Dataset entries:
◇ ◇ ◇ ◇ ◇ ◇ ◇

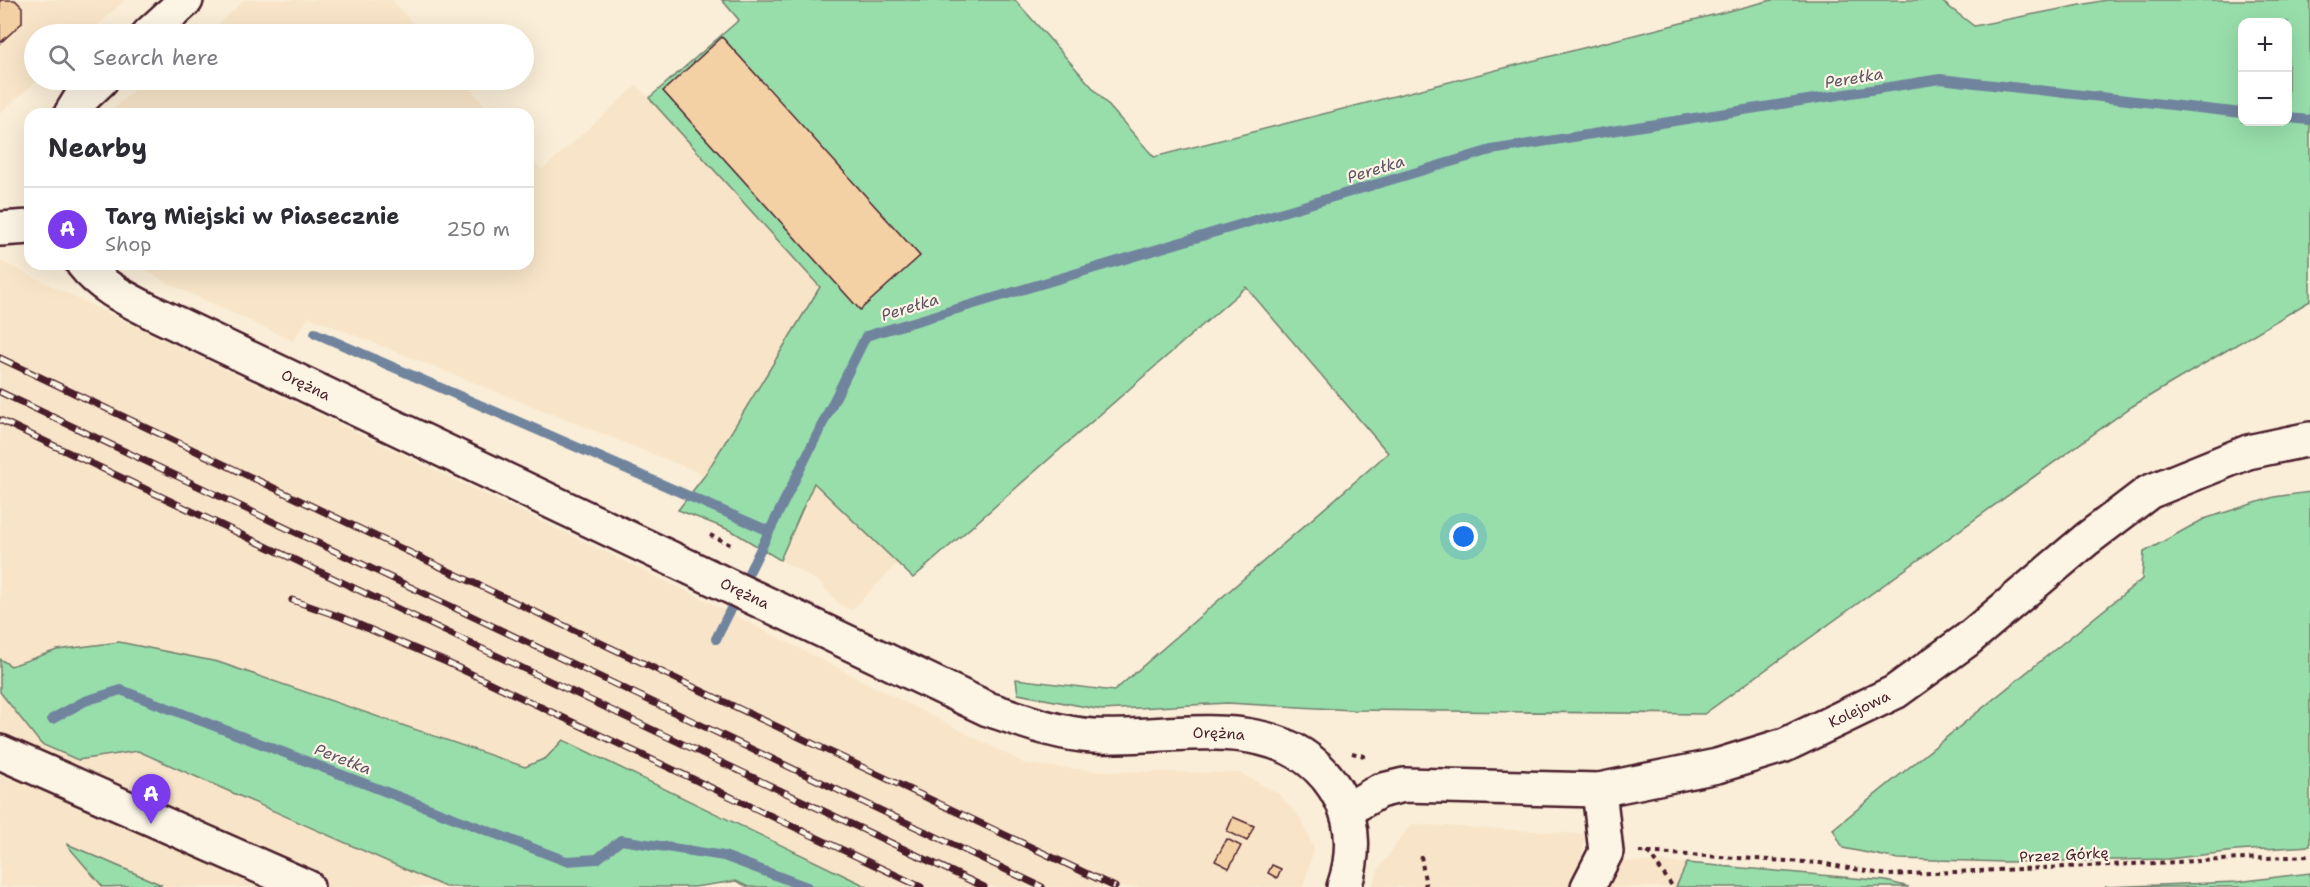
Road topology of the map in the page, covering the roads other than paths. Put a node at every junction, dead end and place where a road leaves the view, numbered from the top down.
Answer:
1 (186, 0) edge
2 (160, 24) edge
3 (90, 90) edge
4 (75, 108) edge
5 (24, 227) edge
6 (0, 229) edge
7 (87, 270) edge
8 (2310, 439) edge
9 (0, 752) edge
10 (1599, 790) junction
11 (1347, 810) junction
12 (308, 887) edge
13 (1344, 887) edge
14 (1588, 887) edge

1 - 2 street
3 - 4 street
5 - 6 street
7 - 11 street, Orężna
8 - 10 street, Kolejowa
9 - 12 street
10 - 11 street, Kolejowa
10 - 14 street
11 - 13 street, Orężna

◇ ◇ ◇ ◇ ◇ ◇ ◇

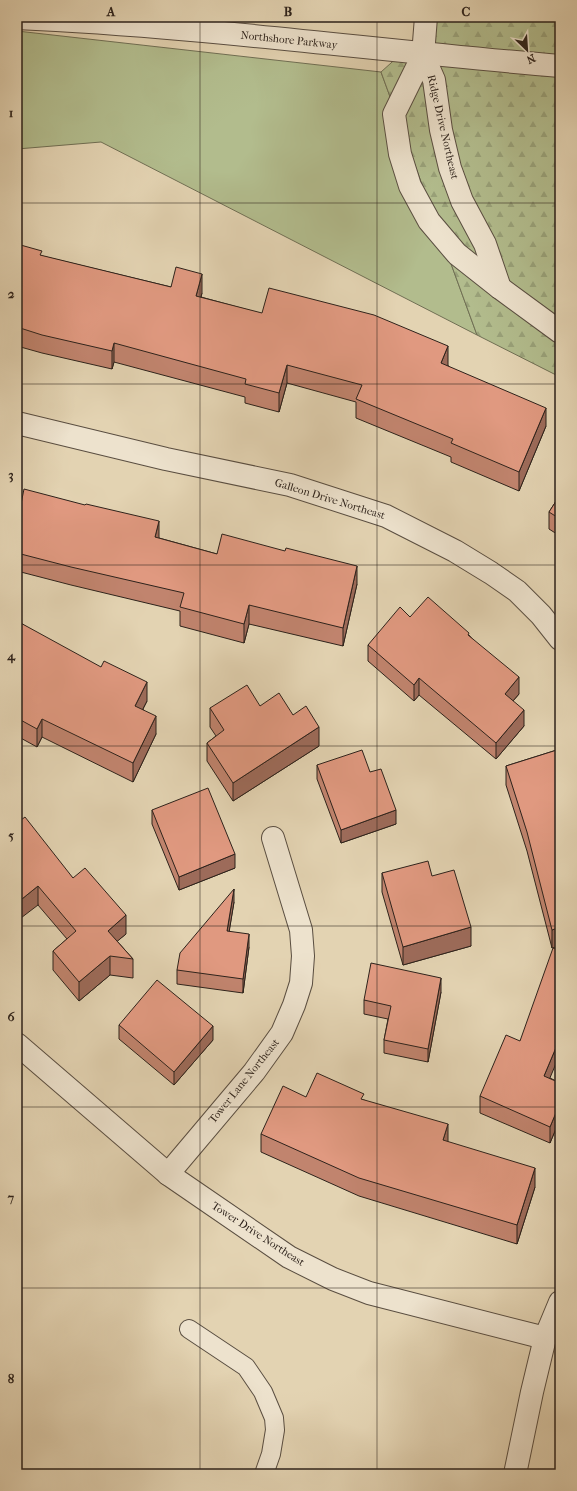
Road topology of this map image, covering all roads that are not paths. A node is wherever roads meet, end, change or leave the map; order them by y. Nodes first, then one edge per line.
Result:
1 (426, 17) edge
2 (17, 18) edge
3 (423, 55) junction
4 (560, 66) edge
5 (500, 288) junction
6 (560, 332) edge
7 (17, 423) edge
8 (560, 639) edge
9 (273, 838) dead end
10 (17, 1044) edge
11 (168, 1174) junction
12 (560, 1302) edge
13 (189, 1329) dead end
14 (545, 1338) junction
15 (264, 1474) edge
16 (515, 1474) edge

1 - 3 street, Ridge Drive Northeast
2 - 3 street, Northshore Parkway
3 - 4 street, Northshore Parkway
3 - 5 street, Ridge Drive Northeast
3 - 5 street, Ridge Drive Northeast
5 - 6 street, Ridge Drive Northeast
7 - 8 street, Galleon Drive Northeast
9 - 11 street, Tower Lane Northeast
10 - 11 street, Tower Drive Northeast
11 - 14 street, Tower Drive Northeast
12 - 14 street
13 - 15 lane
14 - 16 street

◇ ◇ ◇ ◇ ◇ ◇ ◇

Of the lines above, copy each that contains "covering".

Road topology of the map in the page, covering the roads other than paths. Put a node at every junction, dead end and place where a road leaves the view, numbered from the top down.
Road topology of this map image, covering all roads that are not paths. A node is wherever roads meet, end, change or leave the map; order them by y. Nodes first, then one edge per line.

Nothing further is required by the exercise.